● Source material:
++++++

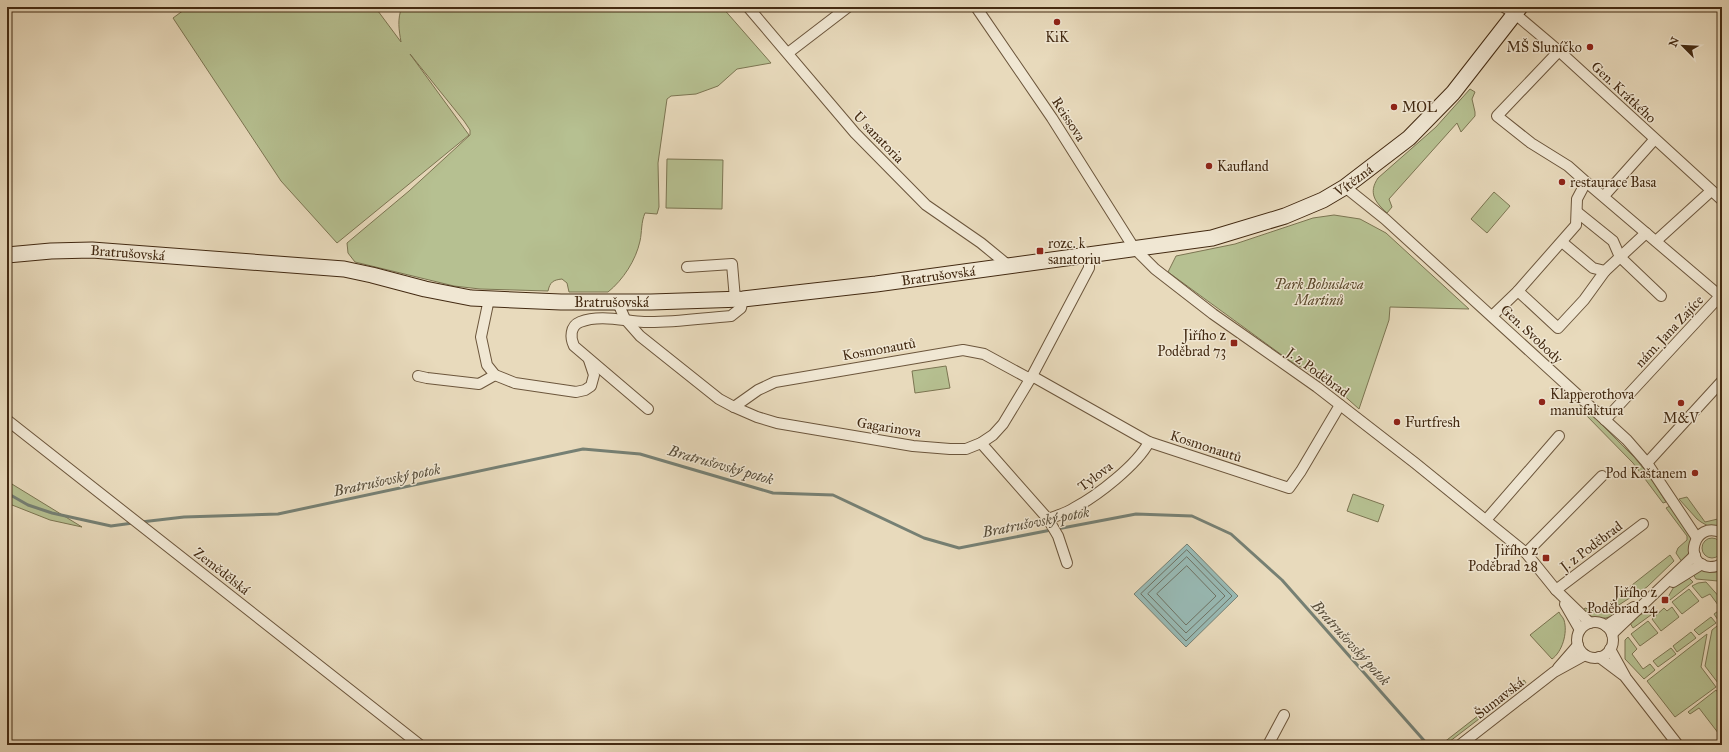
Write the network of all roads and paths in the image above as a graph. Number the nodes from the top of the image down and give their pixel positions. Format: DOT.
graph roads {
  1 [pos="748,7"];
  2 [pos="848,7"];
  3 [pos="976,7"];
  4 [pos="1513,9"];
  5 [pos="1559,51"];
  6 [pos="788,53"];
  7 [pos="1654,140"];
  8 [pos="1586,182"];
  9 [pos="1345,187"];
  10 [pos="1711,191"];
  11 [pos="1604,196"];
  12 [pos="1722,200"];
  13 [pos="1577,212"];
  14 [pos="1646,233"];
  15 [pos="1656,241"];
  16 [pos="1562,242"];
  17 [pos="1134,248"];
  18 [pos="7,255"];
  19 [pos="1089,256"];
  20 [pos="1620,257"];
  21 [pos="1009,266"];
  22 [pos="687,267"];
  23 [pos="1605,271"];
  24 [pos="1518,291"];
  25 [pos="1661,296"];
  26 [pos="488,299"];
  27 [pos="739,299"];
  28 [pos="618,303"];
  29 [pos="1492,316"];
  30 [pos="625,319"];
  31 [pos="588,358"];
  32 [pos="495,375"];
  33 [pos="418,376"];
  34 [pos="1031,378"];
  35 [pos="1722,381"];
  36 [pos="1340,405"];
  37 [pos="734,407"];
  38 [pos="648,409"];
  39 [pos="7,420"];
  40 [pos="1605,420"];
  41 [pos="1559,436"];
  42 [pos="1149,442"];
  43 [pos="982,443"];
  44 [pos="1648,463"];
  45 [pos="1602,476"];
  46 [pos="1683,516"];
  47 [pos="1486,520"];
  48 [pos="1050,522"];
  49 [pos="1643,524"];
  50 [pos="1706,531"];
  51 [pos="1722,533"];
  52 [pos="1697,538"];
  53 [pos="1526,553"];
  54 [pos="1695,555"];
  55 [pos="1067,563"];
  56 [pos="1702,564"];
  57 [pos="1721,566"];
  58 [pos="1556,590"];
  59 [pos="1653,595"];
  60 [pos="1590,623"];
  61 [pos="1580,630"];
  62 [pos="1609,630"];
  63 [pos="1578,645"];
  64 [pos="1610,649"];
  65 [pos="1585,655"];
  66 [pos="1599,657"];
  67 [pos="1554,672"];
  68 [pos="1626,678"];
  69 [pos="1284,715"];
  70 [pos="420,745"];
  71 [pos="1268,745"];
  72 [pos="1460,745"];
  73 [pos="1678,745"];
  1 -- 6 [label="street, U sanatoria"];
  2 -- 6 [label="street"];
  3 -- 17 [label="street, Reissova"];
  4 -- 5 [label="street, Gen. Krátkého"];
  4 -- 9 [label="main road, Vítězná"];
  5 -- 7 [label="street, Gen. Krátkého"];
  5 -- 8 [label="street, nám. Jana Zajíce"];
  6 -- 21 [label="street, U sanatoria"];
  7 -- 10 [label="street, Gen. Krátkého"];
  7 -- 11 [label="street"];
  8 -- 11 [label="street, nám. Jana Zajíce"];
  8 -- 13 [label="street"];
  9 -- 17 [label="main road, Vítězná"];
  9 -- 29 [label="street, Gen. Svobody"];
  10 -- 12 [label="street, Gen. Krátkého"];
  10 -- 15 [label="street"];
  11 -- 14 [label="street, nám. Jana Zajíce"];
  13 -- 16 [label="street"];
  13 -- 20 [label="street"];
  14 -- 15 [label="street, nám. Jana Zajíce"];
  14 -- 20 [label="street"];
  15 -- 40 [label="street, nám. Jana Zajíce"];
  16 -- 23 [label="street"];
  16 -- 24 [label="street"];
  17 -- 19 [label="main road, Bratrušovská"];
  17 -- 36 [label="street, J. z Poděbrad"];
  18 -- 26 [label="main road, Bratrušovská"];
  19 -- 21 [label="main road, Bratrušovská"];
  19 -- 34 [label="street, Gagarinova"];
  20 -- 23 [label="street"];
  20 -- 25 [label="street"];
  21 -- 27 [label="main road, Bratrušovská"];
  22 -- 27 [label="street"];
  23 -- 24 [label="street"];
  24 -- 29 [label="street"];
  26 -- 28 [label="main road, Bratrušovská"];
  26 -- 32 [label="street"];
  27 -- 28 [label="main road, Bratrušovská"];
  27 -- 30 [label="street, Bratrušovská"];
  28 -- 30 [label="street, Gagarinova"];
  29 -- 40 [label="street, Gen. Svobody"];
  30 -- 31 [label="street, Bratrušovská"];
  30 -- 37 [label="street, Gagarinova"];
  31 -- 32 [label="street"];
  31 -- 38 [label="street, Bratrušovská"];
  32 -- 33 [label="street"];
  34 -- 37 [label="street, Kosmonautů"];
  34 -- 42 [label="street, Kosmonautů"];
  34 -- 43 [label="street, Gagarinova"];
  35 -- 44 [label="street"];
  36 -- 42 [label="street, Kosmonautů"];
  36 -- 47 [label="street, J. z Poděbrad"];
  37 -- 43 [label="street, Gagarinova"];
  39 -- 70 [label="street, Zemědělská"];
  40 -- 44 [label="street, Gen. Svobody"];
  41 -- 47 [label="street"];
  42 -- 48 [label="street, Tylova"];
  43 -- 48 [label="street"];
  44 -- 46 [label="street, Gen. Svobody"];
  45 -- 53 [label="street"];
  46 -- 50 [label="street, Gen. Svobody"];
  46 -- 52 [label="street, Gen. Svobody"];
  47 -- 53 [label="street, J. z Poděbrad"];
  48 -- 55 [label="street"];
  49 -- 58 [label="street, J. z Poděbrad"];
  50 -- 51 [label="street, Gen. Svobody"];
  50 -- 52 [label="street"];
  52 -- 54 [label="street"];
  53 -- 58 [label="street, J. z Poděbrad"];
  54 -- 56 [label="street"];
  54 -- 59 [label="street"];
  56 -- 57 [label="street"];
  56 -- 59 [label="street"];
  58 -- 60 [label="street, J. z Poděbrad"];
  58 -- 61 [label="street, J. z Poděbrad"];
  59 -- 62 [label="street"];
  60 -- 61 [label="street"];
  60 -- 62 [label="street"];
  61 -- 63 [label="street"];
  62 -- 64 [label="street"];
  63 -- 65 [label="street"];
  63 -- 67 [label="street, Šumavská"];
  64 -- 66 [label="street"];
  64 -- 68 [label="street"];
  65 -- 66 [label="street"];
  65 -- 67 [label="street, Šumavská"];
  66 -- 68 [label="street"];
  67 -- 72 [label="street, Šumavská"];
  68 -- 73 [label="street"];
  69 -- 71 [label="street"];
}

++++++

Each line of the records that contains the string "Šumavská" must be copied.

● Exercise result:
  63 -- 67 [label="street, Šumavská"];
  65 -- 67 [label="street, Šumavská"];
  67 -- 72 [label="street, Šumavská"];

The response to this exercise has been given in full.